Find the string "down" in the data, and copy out each line that has it.
── Records shown
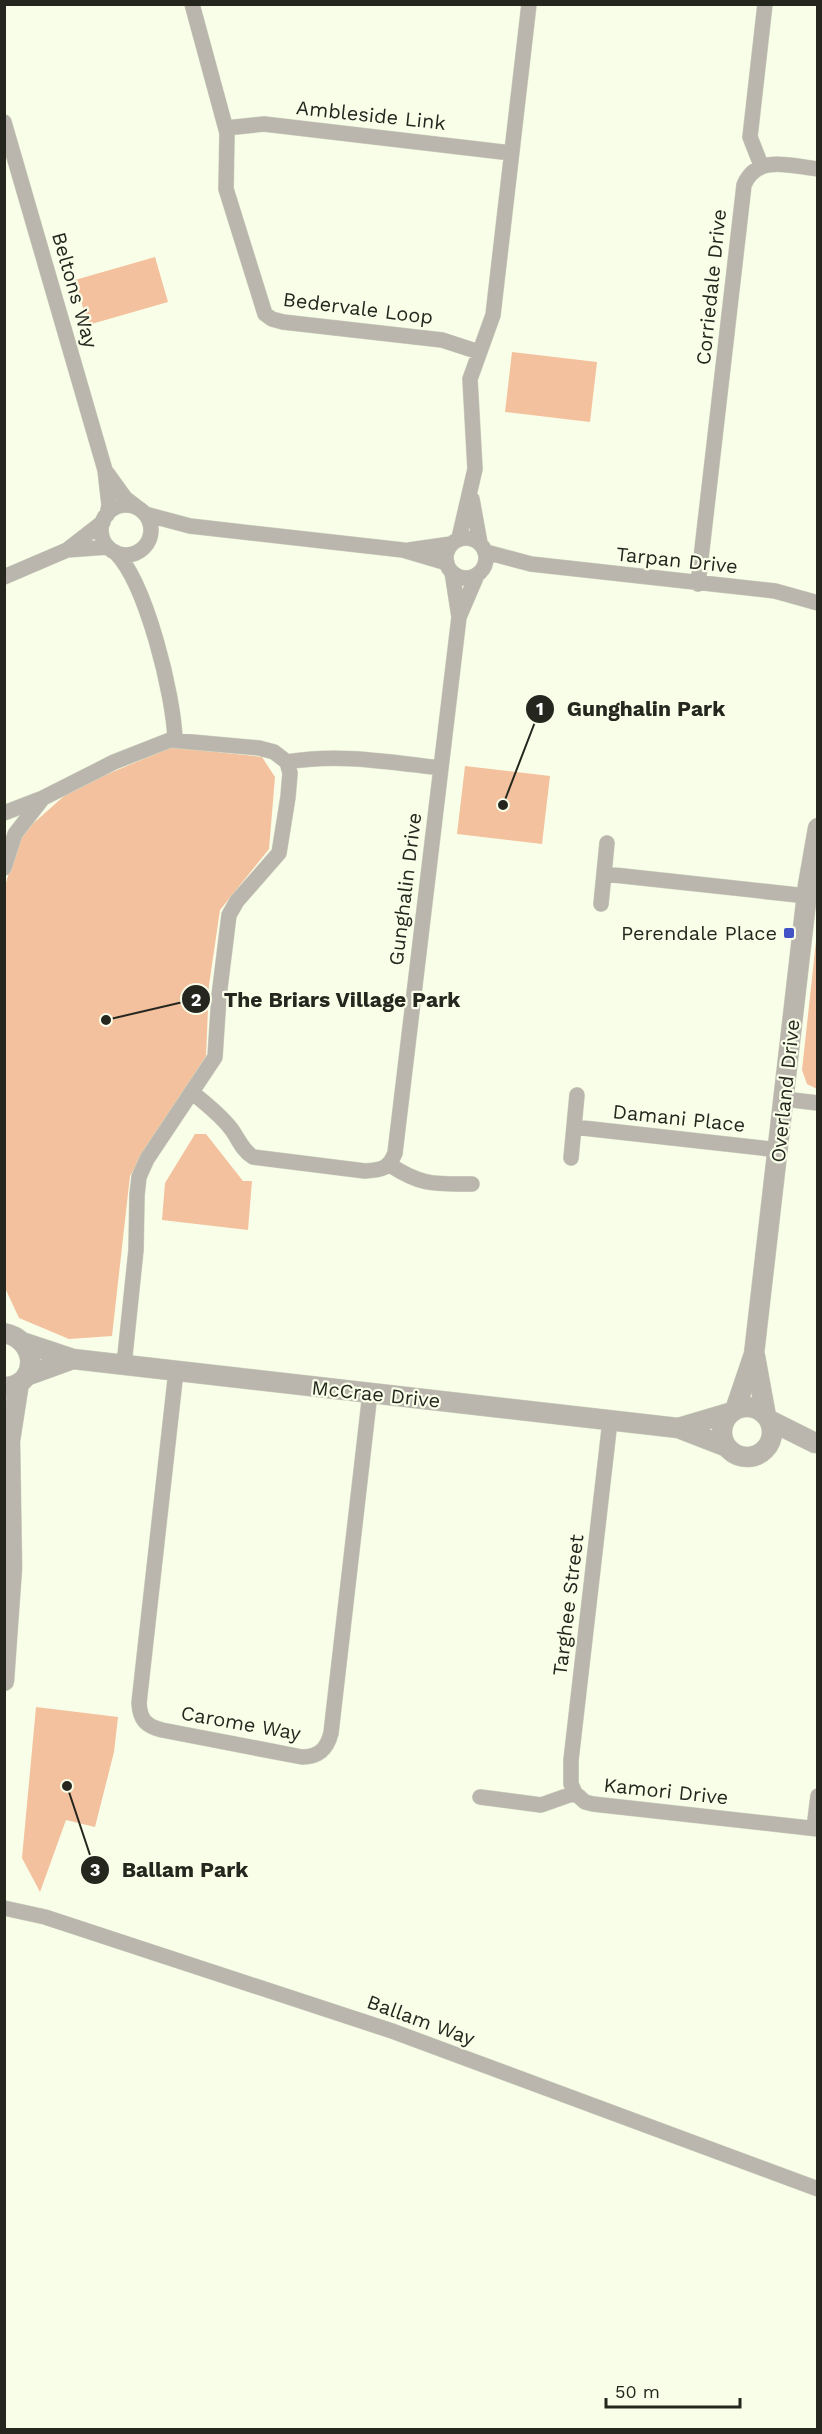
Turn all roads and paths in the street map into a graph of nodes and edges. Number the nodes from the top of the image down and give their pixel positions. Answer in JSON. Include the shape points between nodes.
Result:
────
── Records shown
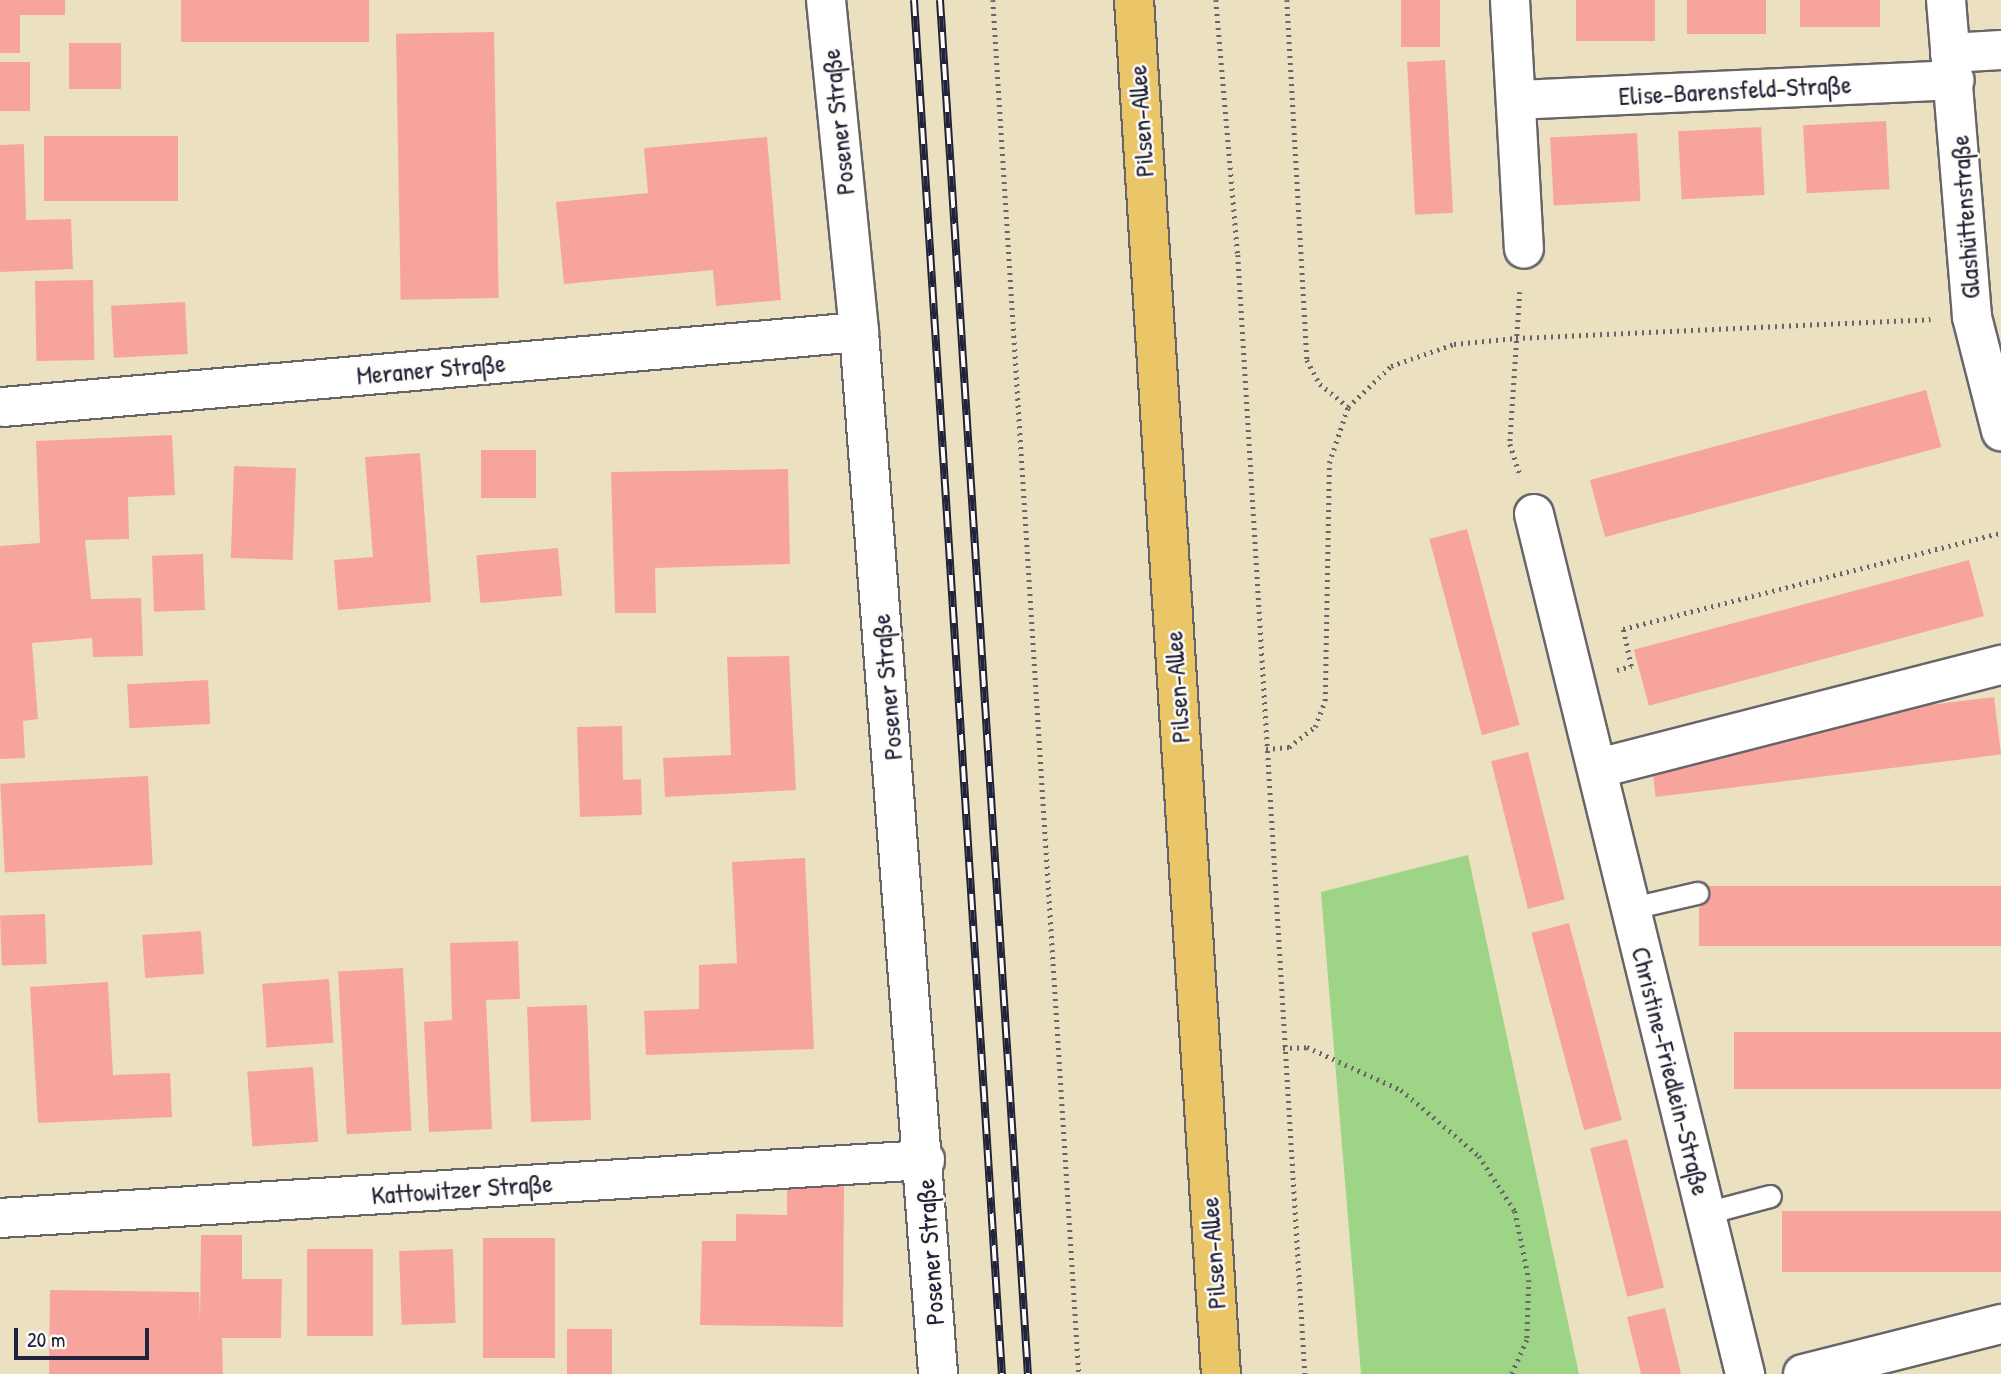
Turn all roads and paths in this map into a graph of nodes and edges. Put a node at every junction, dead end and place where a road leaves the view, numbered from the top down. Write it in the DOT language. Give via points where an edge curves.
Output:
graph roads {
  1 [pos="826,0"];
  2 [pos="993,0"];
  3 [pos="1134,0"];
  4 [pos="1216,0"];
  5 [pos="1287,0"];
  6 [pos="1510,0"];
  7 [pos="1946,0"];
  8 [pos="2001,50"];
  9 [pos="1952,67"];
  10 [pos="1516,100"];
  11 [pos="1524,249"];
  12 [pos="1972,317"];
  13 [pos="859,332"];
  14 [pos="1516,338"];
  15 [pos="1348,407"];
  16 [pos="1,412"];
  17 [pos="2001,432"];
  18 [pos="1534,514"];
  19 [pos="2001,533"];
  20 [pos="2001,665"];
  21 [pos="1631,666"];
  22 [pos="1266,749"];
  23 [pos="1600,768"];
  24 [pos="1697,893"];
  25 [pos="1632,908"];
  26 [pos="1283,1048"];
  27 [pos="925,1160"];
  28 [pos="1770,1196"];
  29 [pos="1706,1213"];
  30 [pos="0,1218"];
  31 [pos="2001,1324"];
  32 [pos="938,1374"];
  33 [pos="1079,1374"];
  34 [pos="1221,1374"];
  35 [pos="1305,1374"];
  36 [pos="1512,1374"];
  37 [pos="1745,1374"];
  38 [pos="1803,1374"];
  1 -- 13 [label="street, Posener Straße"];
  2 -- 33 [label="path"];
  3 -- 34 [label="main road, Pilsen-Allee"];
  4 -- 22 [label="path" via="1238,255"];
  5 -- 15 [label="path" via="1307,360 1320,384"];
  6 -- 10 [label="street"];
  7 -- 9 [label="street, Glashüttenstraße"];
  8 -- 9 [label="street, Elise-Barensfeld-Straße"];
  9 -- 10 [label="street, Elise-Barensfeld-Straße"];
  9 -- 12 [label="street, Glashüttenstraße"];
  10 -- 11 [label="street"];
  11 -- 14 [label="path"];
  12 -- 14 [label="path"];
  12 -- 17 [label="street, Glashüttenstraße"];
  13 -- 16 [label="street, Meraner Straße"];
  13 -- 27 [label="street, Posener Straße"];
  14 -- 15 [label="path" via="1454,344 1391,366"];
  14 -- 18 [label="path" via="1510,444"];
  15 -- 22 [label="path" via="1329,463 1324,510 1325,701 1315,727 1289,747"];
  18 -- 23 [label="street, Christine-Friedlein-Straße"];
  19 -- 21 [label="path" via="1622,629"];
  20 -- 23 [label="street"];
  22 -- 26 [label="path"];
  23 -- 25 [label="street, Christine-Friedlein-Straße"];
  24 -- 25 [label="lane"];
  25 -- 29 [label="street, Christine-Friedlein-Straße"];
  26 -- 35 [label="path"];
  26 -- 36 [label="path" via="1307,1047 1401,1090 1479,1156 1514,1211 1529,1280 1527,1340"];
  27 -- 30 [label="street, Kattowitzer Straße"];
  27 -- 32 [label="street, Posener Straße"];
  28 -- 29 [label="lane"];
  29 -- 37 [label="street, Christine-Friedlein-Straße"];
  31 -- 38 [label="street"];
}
────
● **Answer to this exercise**:
Turn all roads and paths in the street map into a graph of nodes and edges. Number the nodes from the top of the image down and give their pixel positions. Answer in JSON. Include the shape points between nodes.
Turn all roads and paths in this map into a graph of nodes and edges. Put a node at every junction, dead end and place where a road leaves the view, numbered from the top down. Write it in the DOT language. Give via points where an edge curves.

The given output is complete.